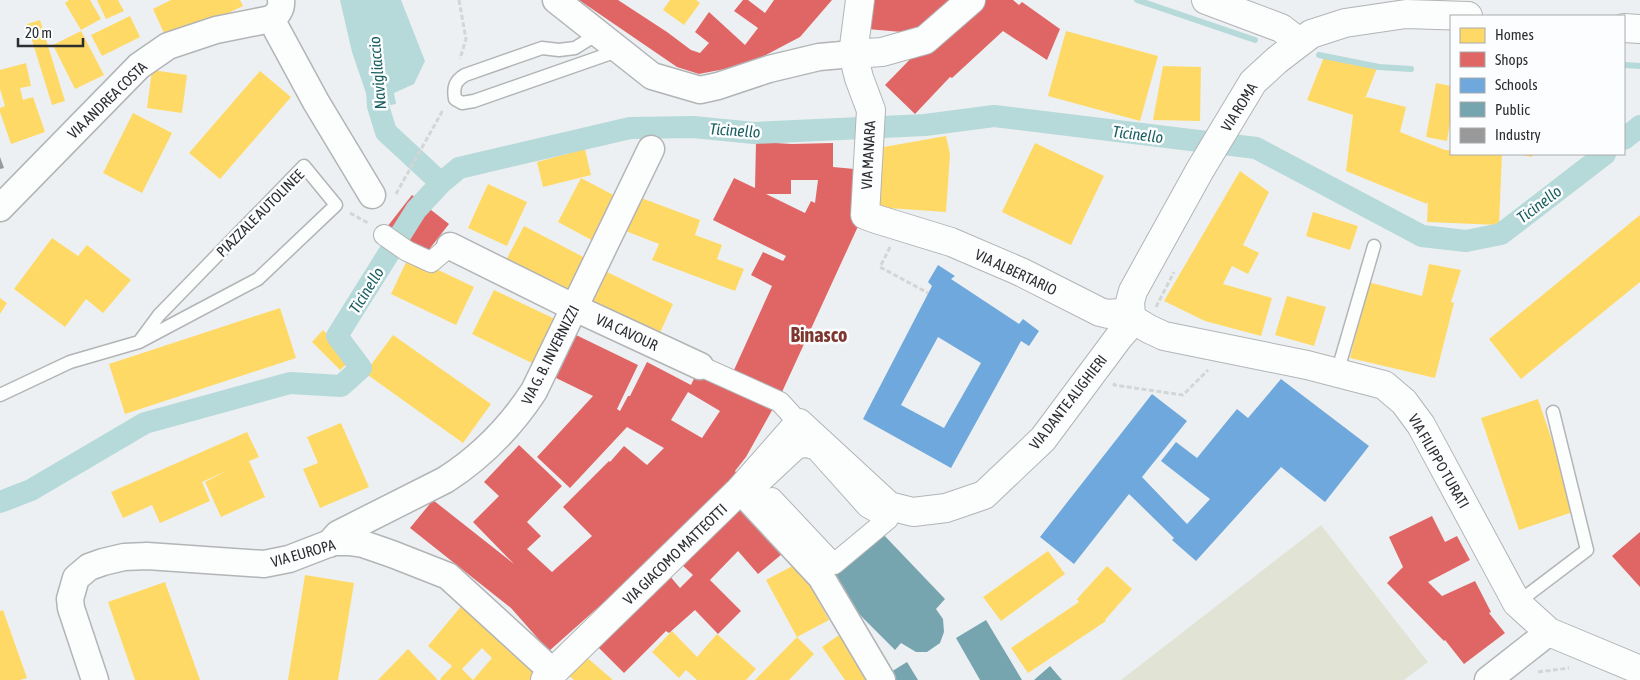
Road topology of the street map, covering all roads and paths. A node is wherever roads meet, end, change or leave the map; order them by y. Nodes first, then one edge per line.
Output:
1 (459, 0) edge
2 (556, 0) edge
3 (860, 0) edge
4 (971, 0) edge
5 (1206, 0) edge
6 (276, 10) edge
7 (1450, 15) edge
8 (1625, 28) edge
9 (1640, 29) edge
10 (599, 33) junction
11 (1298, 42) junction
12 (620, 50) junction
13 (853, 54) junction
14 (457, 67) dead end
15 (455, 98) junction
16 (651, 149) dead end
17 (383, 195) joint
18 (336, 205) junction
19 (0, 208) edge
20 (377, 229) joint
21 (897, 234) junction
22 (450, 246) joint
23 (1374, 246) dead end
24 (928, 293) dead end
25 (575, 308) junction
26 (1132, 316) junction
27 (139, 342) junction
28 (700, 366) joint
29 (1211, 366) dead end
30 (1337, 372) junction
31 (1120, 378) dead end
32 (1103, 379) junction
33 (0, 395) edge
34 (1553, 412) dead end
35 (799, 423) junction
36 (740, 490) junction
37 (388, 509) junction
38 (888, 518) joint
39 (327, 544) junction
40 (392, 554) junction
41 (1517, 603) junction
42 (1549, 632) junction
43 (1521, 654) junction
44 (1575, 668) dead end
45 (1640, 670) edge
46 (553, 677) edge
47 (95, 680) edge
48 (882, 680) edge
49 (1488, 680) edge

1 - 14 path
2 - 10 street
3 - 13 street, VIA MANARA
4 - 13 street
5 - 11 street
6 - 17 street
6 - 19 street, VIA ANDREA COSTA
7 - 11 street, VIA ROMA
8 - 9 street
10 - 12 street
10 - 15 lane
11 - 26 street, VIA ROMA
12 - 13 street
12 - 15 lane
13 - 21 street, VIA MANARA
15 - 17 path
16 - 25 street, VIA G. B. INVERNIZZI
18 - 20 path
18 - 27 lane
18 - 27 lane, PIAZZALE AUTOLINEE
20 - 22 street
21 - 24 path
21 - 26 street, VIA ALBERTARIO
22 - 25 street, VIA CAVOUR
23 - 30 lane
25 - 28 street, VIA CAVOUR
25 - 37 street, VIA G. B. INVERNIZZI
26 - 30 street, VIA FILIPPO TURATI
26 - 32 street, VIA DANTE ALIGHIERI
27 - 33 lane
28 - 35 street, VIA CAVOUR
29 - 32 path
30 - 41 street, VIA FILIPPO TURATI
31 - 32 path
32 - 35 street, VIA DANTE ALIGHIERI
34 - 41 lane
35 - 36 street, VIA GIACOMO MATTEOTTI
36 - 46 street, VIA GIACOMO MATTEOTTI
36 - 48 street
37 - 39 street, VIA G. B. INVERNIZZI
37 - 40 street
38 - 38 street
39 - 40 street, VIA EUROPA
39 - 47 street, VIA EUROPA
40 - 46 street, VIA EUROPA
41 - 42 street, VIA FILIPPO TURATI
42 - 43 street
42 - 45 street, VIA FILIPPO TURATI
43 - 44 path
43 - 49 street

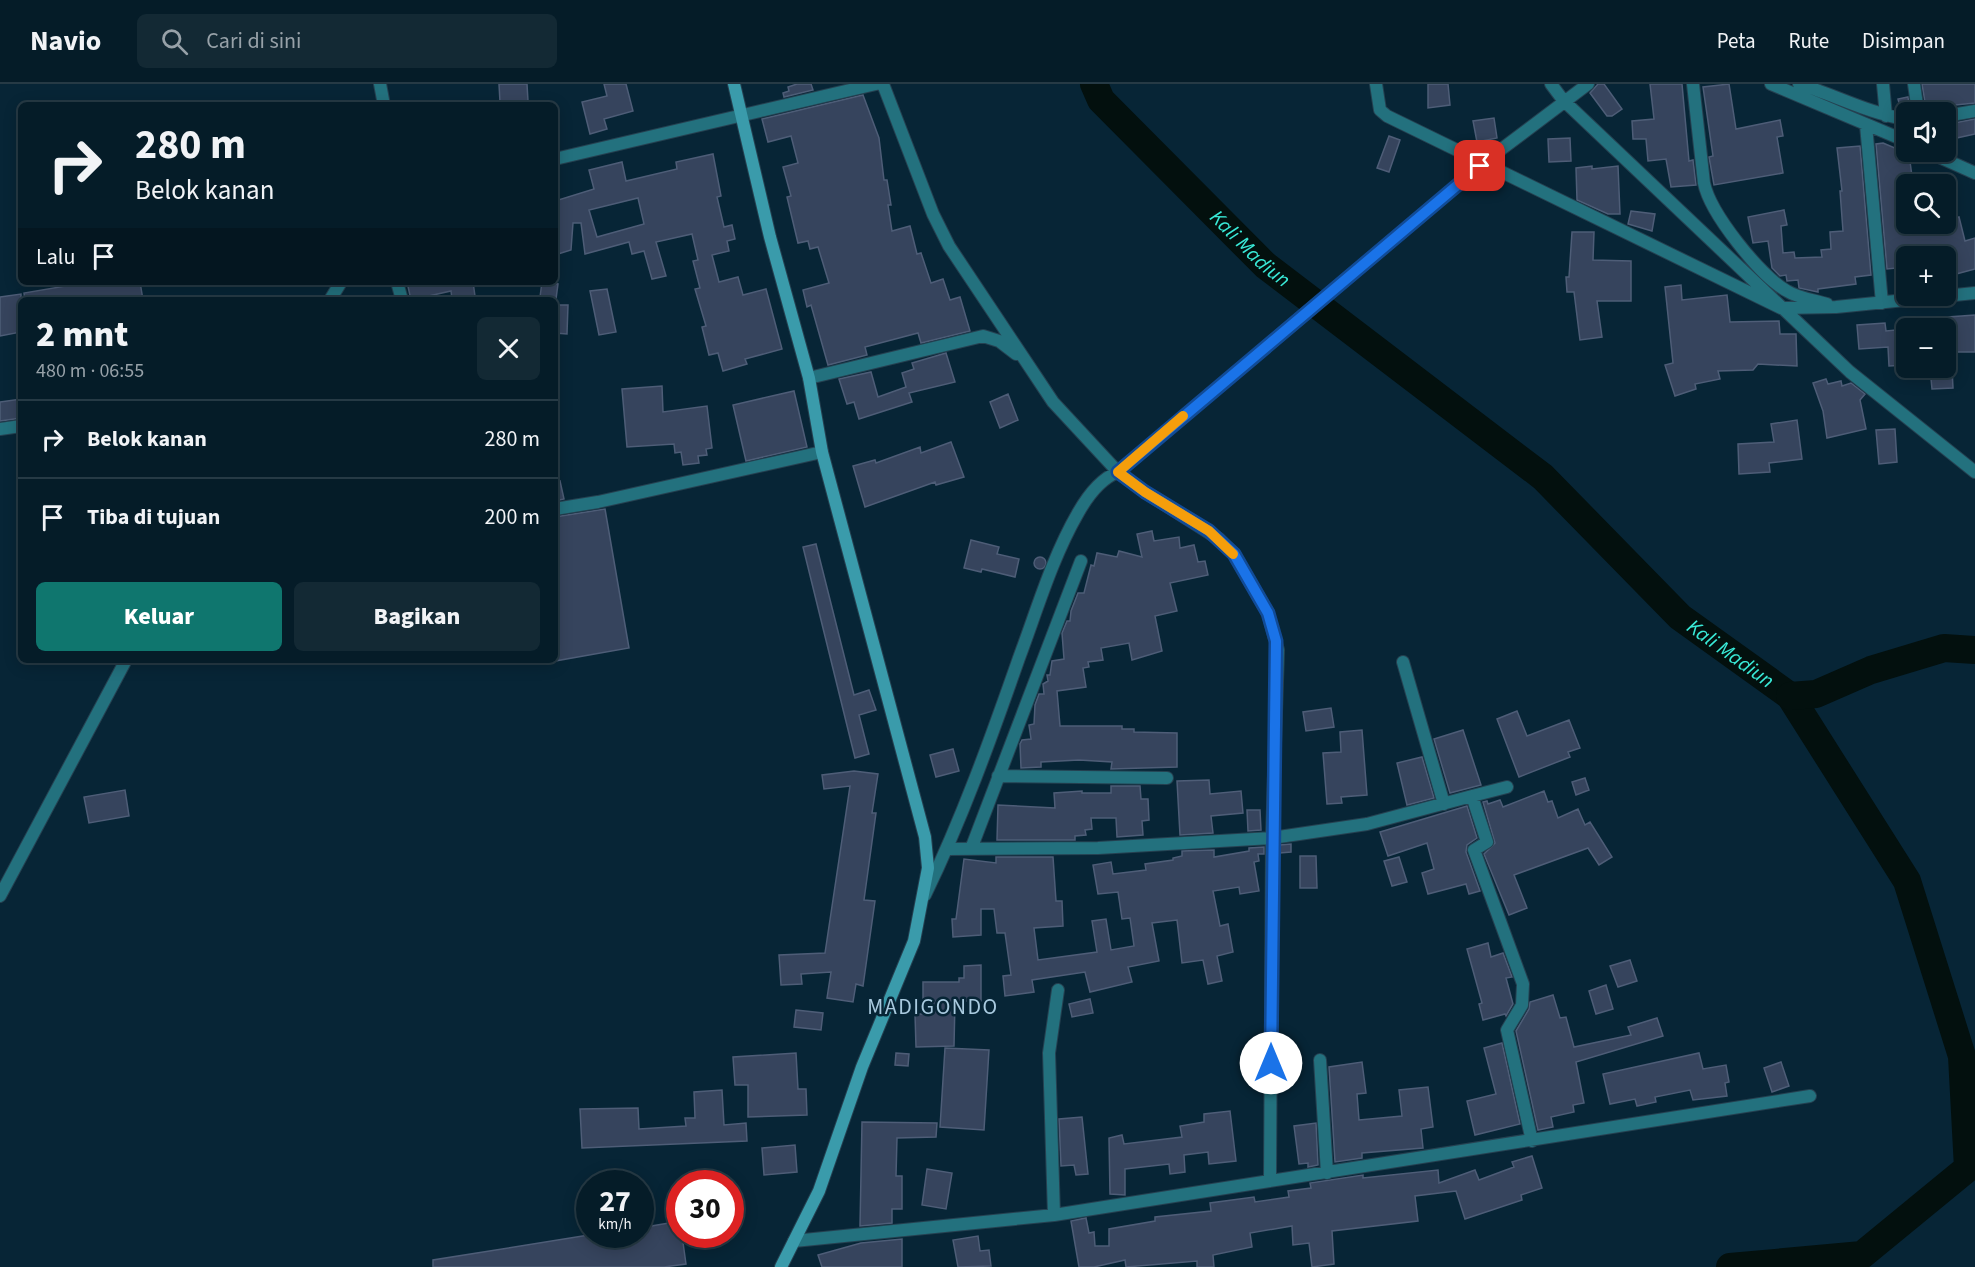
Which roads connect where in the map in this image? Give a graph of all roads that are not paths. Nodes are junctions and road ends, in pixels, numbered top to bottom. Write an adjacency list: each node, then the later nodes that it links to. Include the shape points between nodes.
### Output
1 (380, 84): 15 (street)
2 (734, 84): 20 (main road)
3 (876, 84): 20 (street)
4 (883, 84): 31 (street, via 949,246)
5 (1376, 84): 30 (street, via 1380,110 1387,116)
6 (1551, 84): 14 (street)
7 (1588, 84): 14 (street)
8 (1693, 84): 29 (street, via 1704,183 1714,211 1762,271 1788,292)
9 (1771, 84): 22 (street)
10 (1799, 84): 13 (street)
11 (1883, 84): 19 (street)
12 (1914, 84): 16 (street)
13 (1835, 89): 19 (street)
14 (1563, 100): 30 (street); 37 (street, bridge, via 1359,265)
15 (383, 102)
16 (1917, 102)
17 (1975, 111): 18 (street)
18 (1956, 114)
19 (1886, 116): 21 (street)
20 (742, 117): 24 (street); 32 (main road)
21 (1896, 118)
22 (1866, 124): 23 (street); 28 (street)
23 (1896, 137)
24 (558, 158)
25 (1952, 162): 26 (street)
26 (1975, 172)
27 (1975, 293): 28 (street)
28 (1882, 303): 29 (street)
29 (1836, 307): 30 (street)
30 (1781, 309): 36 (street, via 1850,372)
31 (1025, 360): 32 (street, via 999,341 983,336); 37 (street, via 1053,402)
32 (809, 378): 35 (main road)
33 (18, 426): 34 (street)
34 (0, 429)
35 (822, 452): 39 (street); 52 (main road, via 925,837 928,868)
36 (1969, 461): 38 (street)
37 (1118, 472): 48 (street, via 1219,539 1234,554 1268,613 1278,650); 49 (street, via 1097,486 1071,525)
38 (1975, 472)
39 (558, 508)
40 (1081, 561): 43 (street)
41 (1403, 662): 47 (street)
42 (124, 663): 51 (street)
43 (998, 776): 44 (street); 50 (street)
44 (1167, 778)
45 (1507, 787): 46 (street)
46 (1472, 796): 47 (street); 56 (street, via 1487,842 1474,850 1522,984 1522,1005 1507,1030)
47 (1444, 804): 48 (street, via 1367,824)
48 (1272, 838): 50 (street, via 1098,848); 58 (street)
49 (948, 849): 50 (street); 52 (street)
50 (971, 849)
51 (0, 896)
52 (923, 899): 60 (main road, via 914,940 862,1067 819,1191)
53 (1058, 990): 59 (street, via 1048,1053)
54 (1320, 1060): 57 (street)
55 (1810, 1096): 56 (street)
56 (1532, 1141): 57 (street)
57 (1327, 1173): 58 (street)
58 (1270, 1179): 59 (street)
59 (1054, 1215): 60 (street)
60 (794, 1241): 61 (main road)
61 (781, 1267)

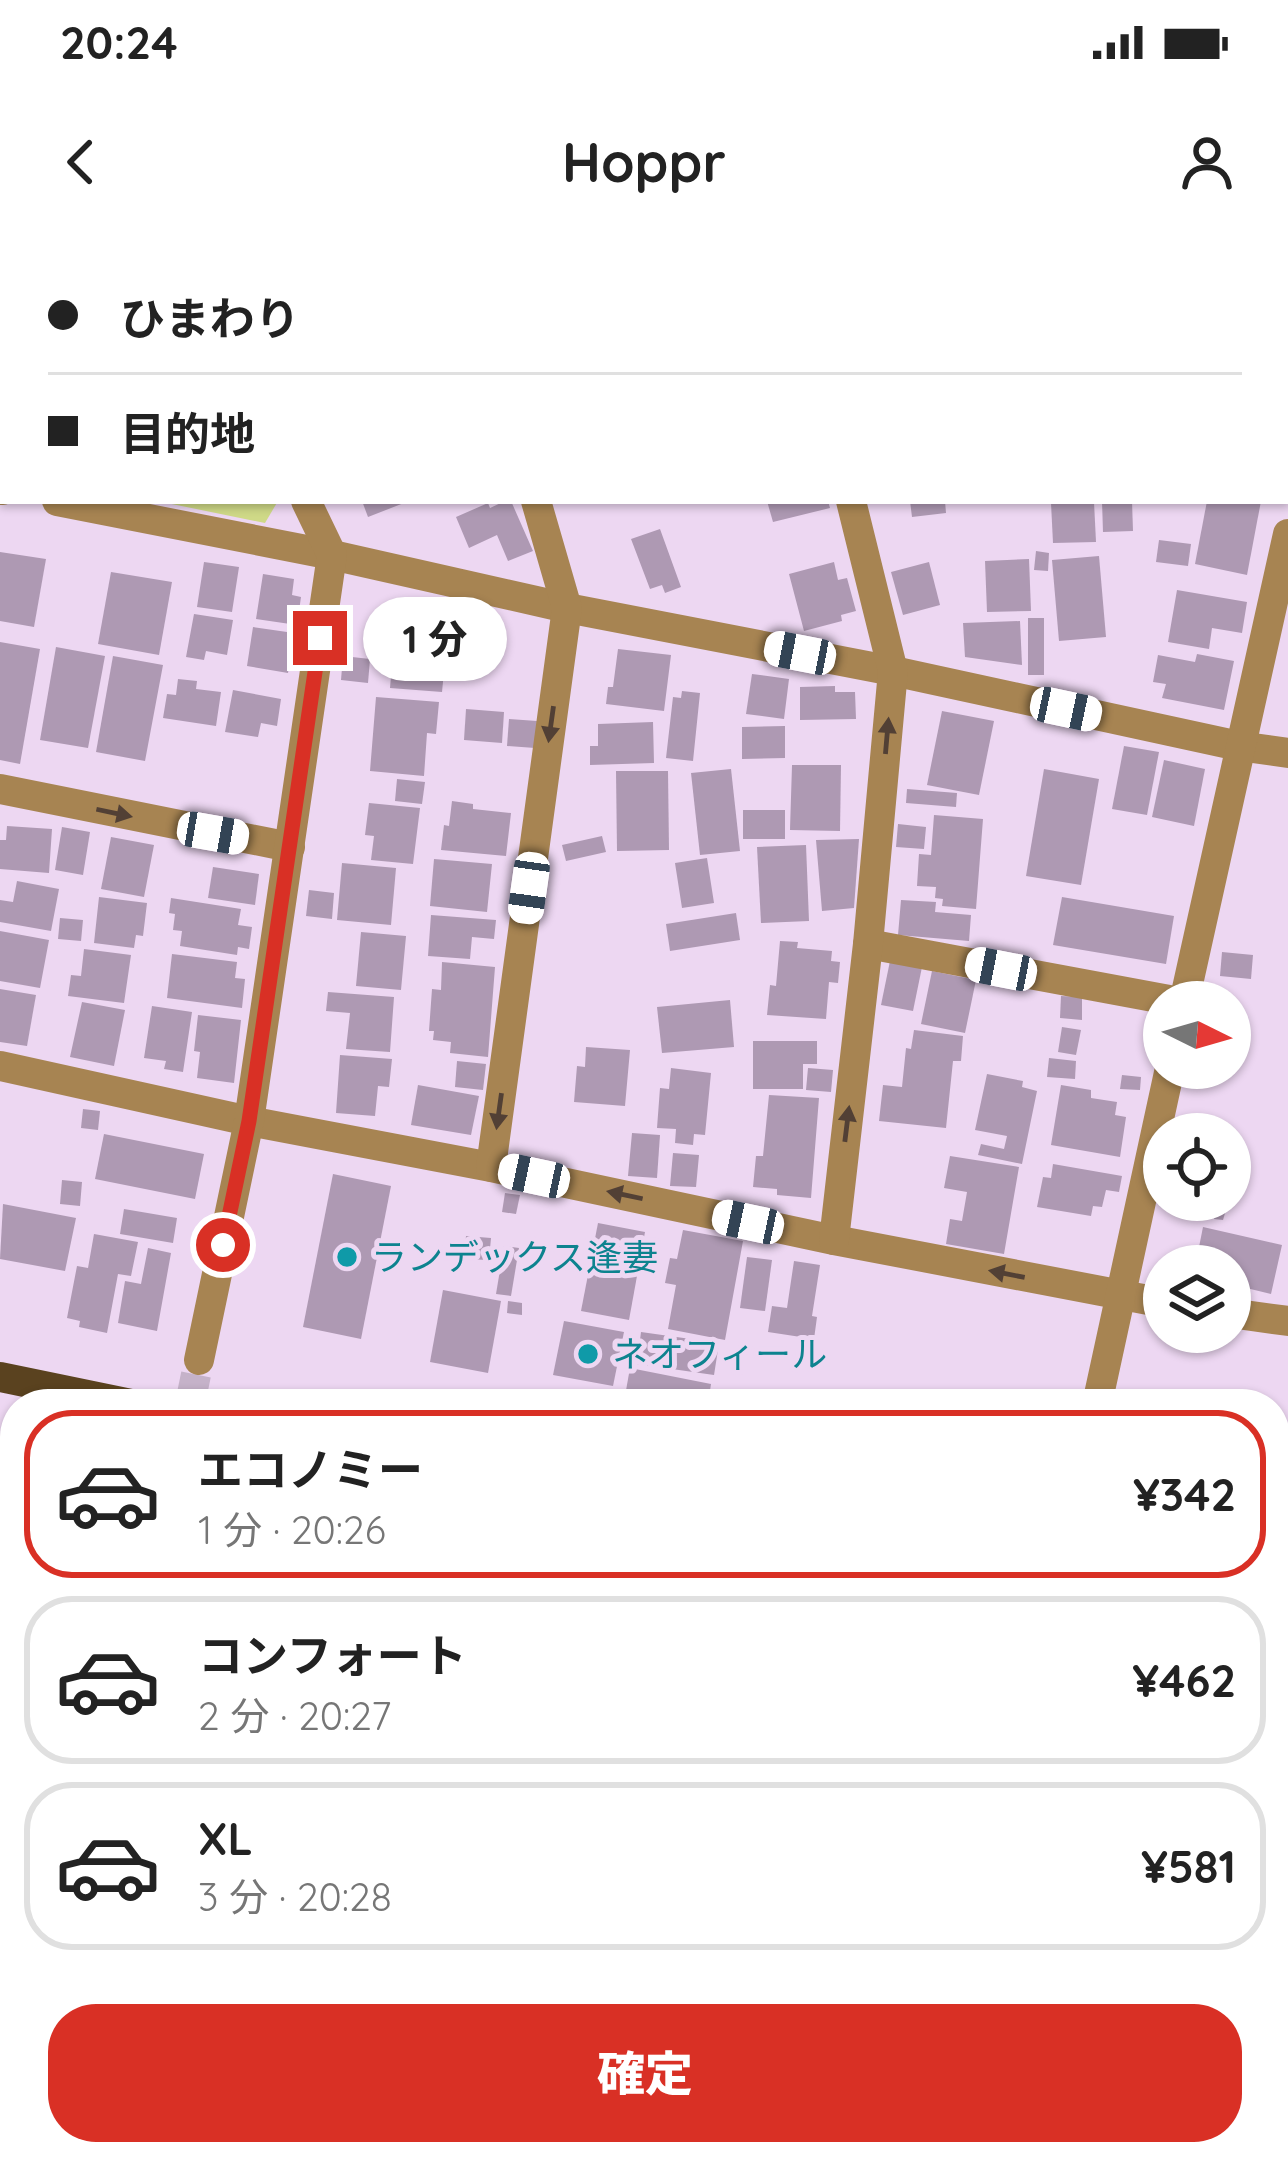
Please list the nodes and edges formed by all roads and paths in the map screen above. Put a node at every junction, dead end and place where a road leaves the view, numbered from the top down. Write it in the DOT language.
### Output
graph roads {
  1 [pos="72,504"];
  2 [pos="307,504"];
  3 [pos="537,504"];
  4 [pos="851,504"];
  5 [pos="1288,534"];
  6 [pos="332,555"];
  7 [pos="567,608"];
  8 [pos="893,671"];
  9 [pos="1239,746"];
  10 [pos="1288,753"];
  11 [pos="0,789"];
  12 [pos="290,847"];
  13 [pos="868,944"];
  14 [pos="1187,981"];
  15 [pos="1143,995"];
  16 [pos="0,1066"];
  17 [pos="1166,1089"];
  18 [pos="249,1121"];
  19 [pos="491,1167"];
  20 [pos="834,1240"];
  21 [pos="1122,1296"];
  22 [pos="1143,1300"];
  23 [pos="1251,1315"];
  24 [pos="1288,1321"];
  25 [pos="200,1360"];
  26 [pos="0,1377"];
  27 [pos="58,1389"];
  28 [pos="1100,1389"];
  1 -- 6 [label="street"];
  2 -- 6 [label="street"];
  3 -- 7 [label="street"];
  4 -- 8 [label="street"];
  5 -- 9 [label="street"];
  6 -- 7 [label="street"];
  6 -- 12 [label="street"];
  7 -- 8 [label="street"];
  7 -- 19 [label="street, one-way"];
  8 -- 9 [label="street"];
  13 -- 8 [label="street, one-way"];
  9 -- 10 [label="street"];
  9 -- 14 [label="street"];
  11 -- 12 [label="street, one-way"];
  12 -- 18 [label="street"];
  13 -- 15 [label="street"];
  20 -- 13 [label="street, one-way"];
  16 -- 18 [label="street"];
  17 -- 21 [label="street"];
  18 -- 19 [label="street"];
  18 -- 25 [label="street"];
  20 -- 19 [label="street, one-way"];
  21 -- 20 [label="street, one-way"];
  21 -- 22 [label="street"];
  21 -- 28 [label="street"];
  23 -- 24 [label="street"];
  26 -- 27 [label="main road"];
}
++++
§ **Exercise prompt**:
Return each line of the listing that holds the string "ROMA".

§ **Task solution**:
7 - 11 street, VIA ROMA
11 - 26 street, VIA ROMA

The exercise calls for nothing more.